La vie à l’américaine : visite chez le médecin !

Bonjour les enfants ! Vous avez aimé parler d’assurance santé sur tout un article, et vous aimez avoir peur ? Alors vous allez adorer aller chez le médecin aux États-Unis… Aujourd’hui, je vous emmène chez le médecin et à la pharmacie puis chez le spécialiste. En route, on discutera examens, factures et autres anecdotes croustillantes.

Commençons par le début, la visite chez le médecin généraliste. Une fois encore nous sommes chanceux, puisque le boulot a son propre cabinet médical avec plusieurs docteurs à temps plein, directement sur le campus. Première étape pour chaque visite, remplir un questionnaire de 4 pages détaillant son adresse, sa profession, son numéro de sécurité sociale, son origine, sa race (vous avez bien lu), l’ensemble de ses antécédents médicaux, si on met sa ceinture en voiture, et si on fume, etc.

Ensuite, passage dans le cabinet où l’on est accueilli par un infirmier qui demande notre taille systématiquement (j’y suis allé 4 fois, j’ai du dire ma taille 4 fois), nous pèse (tout habillé), prends notre tension (sans nous dire le résultat), puis nous demande le pourquoi de notre visite. Il enchaîne les questions selon la procédure définie sur son ordinateur, puis nous laisse dans la pièce pour attendre le médecin.

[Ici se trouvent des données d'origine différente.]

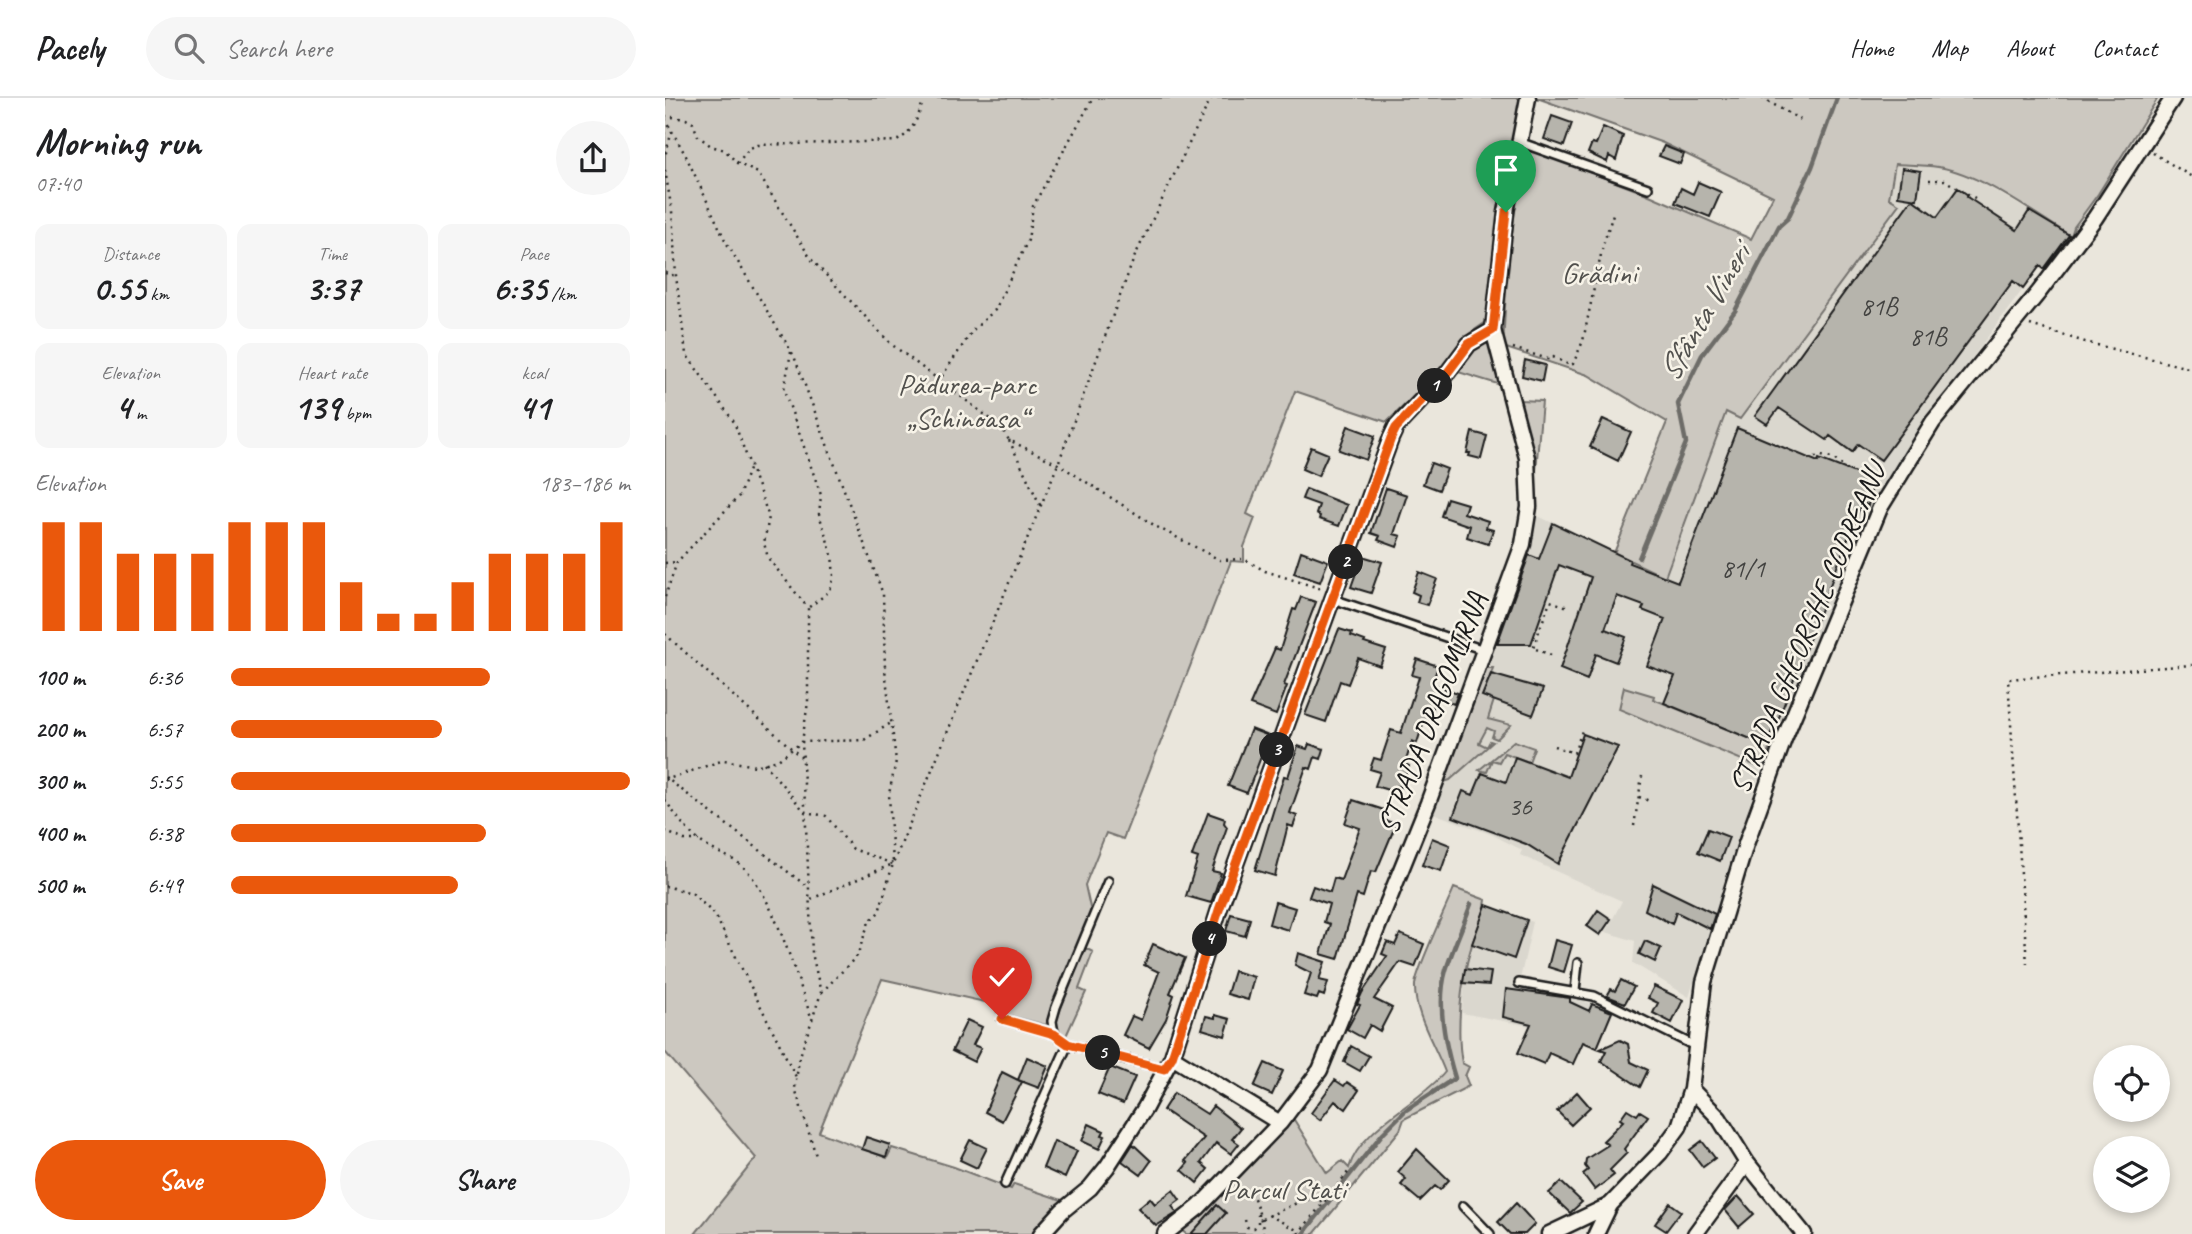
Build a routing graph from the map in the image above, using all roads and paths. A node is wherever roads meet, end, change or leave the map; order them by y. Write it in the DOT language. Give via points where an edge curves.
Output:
graph roads {
  1 [pos="924,98"];
  2 [pos="1093,98"];
  3 [pos="1528,98"];
  4 [pos="1762,98"];
  5 [pos="2173,98"];
  6 [pos="1210,99"];
  7 [pos="665,117"];
  8 [pos="1801,120"];
  9 [pos="672,131"];
  10 [pos="1518,142"];
  11 [pos="2141,146"];
  12 [pos="665,156"];
  13 [pos="737,163"];
  14 [pos="665,170"];
  15 [pos="2192,177"];
  16 [pos="1929,180"];
  17 [pos="1648,188"];
  18 [pos="1975,198"];
  19 [pos="1614,211"];
  20 [pos="665,273"];
  21 [pos="676,276"];
  22 [pos="2015,321"];
  23 [pos="1495,336"];
  24 [pos="791,352"];
  25 [pos="2192,369"];
  26 [pos="938,382"];
  27 [pos="1009,440"];
  28 [pos="1808,460"];
  29 [pos="751,464"];
  30 [pos="1058,464"];
  31 [pos="1850,474"];
  32 [pos="1041,507"];
  33 [pos="677,562"];
  34 [pos="665,563"];
  35 [pos="1334,596"];
  36 [pos="665,597"];
  37 [pos="1568,607"];
  38 [pos="808,608"];
  39 [pos="665,634"];
  40 [pos="1485,651"];
  41 [pos="1551,655"];
  42 [pos="2192,665"];
  43 [pos="891,723"];
  44 [pos="1583,728"];
  45 [pos="802,742"];
  46 [pos="1554,746"];
  47 [pos="792,749"];
  48 [pos="802,758"];
  49 [pos="764,763"];
  50 [pos="1642,776"];
  51 [pos="666,779"];
  52 [pos="1639,797"];
  53 [pos="665,800"];
  54 [pos="1652,802"];
  55 [pos="805,812"];
  56 [pos="1634,826"];
  57 [pos="665,831"];
  58 [pos="699,840"];
  59 [pos="893,864"];
  60 [pos="1108,881"];
  61 [pos="665,886"];
  62 [pos="809,888"];
  63 [pos="811,900"];
  64 [pos="1578,963"];
  65 [pos="2027,964"];
  66 [pos="1519,983"];
  67 [pos="1575,991"];
  68 [pos="821,993"];
  69 [pos="1002,1019"];
  70 [pos="812,1020"];
  71 [pos="1054,1034"];
  72 [pos="1068,1044"];
  73 [pos="1698,1048"];
  74 [pos="1168,1063"];
  75 [pos="796,1077"];
  76 [pos="1691,1088"];
  77 [pos="1280,1123"];
  78 [pos="817,1159"];
  79 [pos="1747,1163"];
  80 [pos="1349,1171"];
  81 [pos="1005,1184"];
  82 [pos="1251,1192"];
  83 [pos="1322,1202"];
  84 [pos="1610,1205"];
  85 [pos="1463,1206"];
  86 [pos="1258,1212"];
  87 [pos="1269,1215"];
  88 [pos="1262,1219"];
  89 [pos="1245,1220"];
  90 [pos="1299,1233"];
  91 [pos="1041,1234"];
  92 [pos="1165,1234"];
  93 [pos="1264,1234"];
  94 [pos="1490,1234"];
  95 [pos="1549,1234"];
  96 [pos="1596,1234"];
  97 [pos="1695,1234"];
  98 [pos="1804,1234"];
  1 -- 13 [label="path" via="917,122 897,141 758,145"];
  2 -- 26 [label="path" via="1033,206 1028,240 995,310 972,330"];
  3 -- 10 [label="street, STRADA DRAGOMIRNA"];
  4 -- 8 [label="path"];
  5 -- 11 [label="street, STRADA GHEORGHE CODREANU"];
  6 -- 30 [label="path" via="1134,258"];
  7 -- 9 [label="path"];
  7 -- 13 [label="path" via="693,123 698,136 725,150"];
  9 -- 12 [label="path"];
  9 -- 24 [label="path" via="726,242"];
  10 -- 17 [label="lane"];
  10 -- 23 [label="street, STRADA DRAGOMIRNA" via="1506,212"];
  11 -- 15 [label="path"];
  11 -- 22 [label="street, STRADA GHEORGHE CODREANU" via="2095,218"];
  13 -- 26 [label="path" via="758,173 811,259 891,344"];
  14 -- 21 [label="path"];
  16 -- 18 [label="path" via="1944,180"];
  19 -- 23 [label="path" via="1583,341 1573,364 1548,359"];
  20 -- 21 [label="path"];
  21 -- 29 [label="path" via="686,355 734,422"];
  22 -- 25 [label="path"];
  22 -- 73 [label="street, STRADA GHEORGHE CODREANU" via="1933,422 1880,508 1784,739 1746,844 1704,982"];
  23 -- 35 [label="street" via="1469,344 1396,428"];
  23 -- 40 [label="street, STRADA DRAGOMIRNA" via="1521,433 1530,498 1523,544"];
  24 -- 38 [label="path" via="784,390 821,495 819,514 834,576 830,591"];
  24 -- 43 [label="path" via="883,594 884,670"];
  26 -- 27 [label="path" via="1000,426"];
  27 -- 30 [label="path"];
  27 -- 32 [label="path"];
  28 -- 31 [label="path" via="1821,454 1831,457"];
  29 -- 33 [label="path" via="739,496"];
  29 -- 38 [label="path" via="769,517 764,543 768,558"];
  30 -- 32 [label="path"];
  30 -- 35 [label="path" via="1157,527 1220,560 1244,559"];
  32 -- 59 [label="path"];
  33 -- 34 [label="path"];
  33 -- 36 [label="path"];
  35 -- 40 [label="lane"];
  35 -- 74 [label="street"];
  37 -- 41 [label="path" via="1550,601 1533,649"];
  38 -- 45 [label="path" via="808,702"];
  39 -- 47 [label="path"];
  40 -- 77 [label="street, STRADA DRAGOMIRNA" via="1331,1046 1320,1070"];
  42 -- 65 [label="path" via="2008,679"];
  43 -- 45 [label="path" via="864,740"];
  43 -- 59 [label="path" via="896,761 889,794"];
  44 -- 46 [label="path" via="1574,753"];
  45 -- 47 [label="path"];
  45 -- 48 [label="path"];
  47 -- 48 [label="path"];
  47 -- 49 [label="path" via="778,760"];
  48 -- 55 [label="path"];
  49 -- 51 [label="path" via="724,760"];
  49 -- 55 [label="path"];
  50 -- 52 [label="path"];
  51 -- 62 [label="path"];
  52 -- 54 [label="path"];
  52 -- 56 [label="path"];
  53 -- 58 [label="path"];
  55 -- 59 [label="path" via="826,816 853,849"];
  55 -- 62 [label="path"];
  57 -- 58 [label="path" via="684,840"];
  58 -- 70 [label="path" via="742,865 760,890"];
  59 -- 63 [label="path"];
  59 -- 68 [label="path" via="879,912 869,922 857,956"];
  60 -- 71 [label="lane" via="1056,1007"];
  61 -- 75 [label="path" via="692,893 715,915"];
  62 -- 63 [label="path"];
  63 -- 68 [label="path" via="812,953"];
  64 -- 67 [label="lane"];
  66 -- 67 [label="lane"];
  67 -- 73 [label="lane" via="1606,1001"];
  68 -- 70 [label="path"];
  69 -- 71 [label="lane"];
  70 -- 75 [label="path"];
  71 -- 72 [label="lane"];
  72 -- 74 [label="lane"];
  72 -- 81 [label="lane"];
  73 -- 76 [label="street, STRADA GHEORGHE CODREANU"];
  74 -- 77 [label="street"];
  74 -- 91 [label="street" via="1107,1167"];
  75 -- 78 [label="path" via="795,1088"];
  76 -- 79 [label="street" via="1720,1118"];
  76 -- 84 [label="street, STRADA GHEORGHE CODREANU" via="1679,1127"];
  77 -- 92 [label="street, STRADA DRAGOMIRNA" via="1199,1207"];
  79 -- 97 [label="street"];
  79 -- 98 [label="street"];
  80 -- 83 [label="path"];
  82 -- 86 [label="path"];
  83 -- 87 [label="path" via="1317,1198 1301,1201"];
  83 -- 90 [label="path"];
  84 -- 95 [label="street, STRADA GHEORGHE CODREANU"];
  84 -- 96 [label="street"];
  85 -- 94 [label="lane"];
  86 -- 88 [label="path"];
  86 -- 89 [label="path" via="1254,1228 1247,1227"];
  87 -- 88 [label="path"];
  87 -- 90 [label="path"];
  88 -- 93 [label="path"];
}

5 minutes inconfortables plus tard, le médecin arrive et commence la visite comme on pourrait s’y attendre, questions, examens, discussion et diagnostic. Ensuite il repart, et on se retrouve de nouveau 5 minutes à poireauter dans la salle d’examen. Il revient avec une feuille imprimée décrivant le diagnostic. Sur celle-ci il est certifié que le médecin a bien expliqué le problème au patient, et comment prendre les médicaments prescris si besoin. On repart avec une facture de $10 et une consultation étrange mais soignée.

Étape suivante, la pharmacie. Les frais sont couverts par une autre assurance sur le même contrat, on passera les détails. Pas d’ordonnance papier ici, celle-ci est directement transmise à la pharmacie de notre choix électroniquement. On passe à la pharmacie quelques heures plus tard, mais la commande n’est pas encore prête. Cela nous donne l’occasion de visiter un peu le lieu, qui ressemble à un vrai supermarché.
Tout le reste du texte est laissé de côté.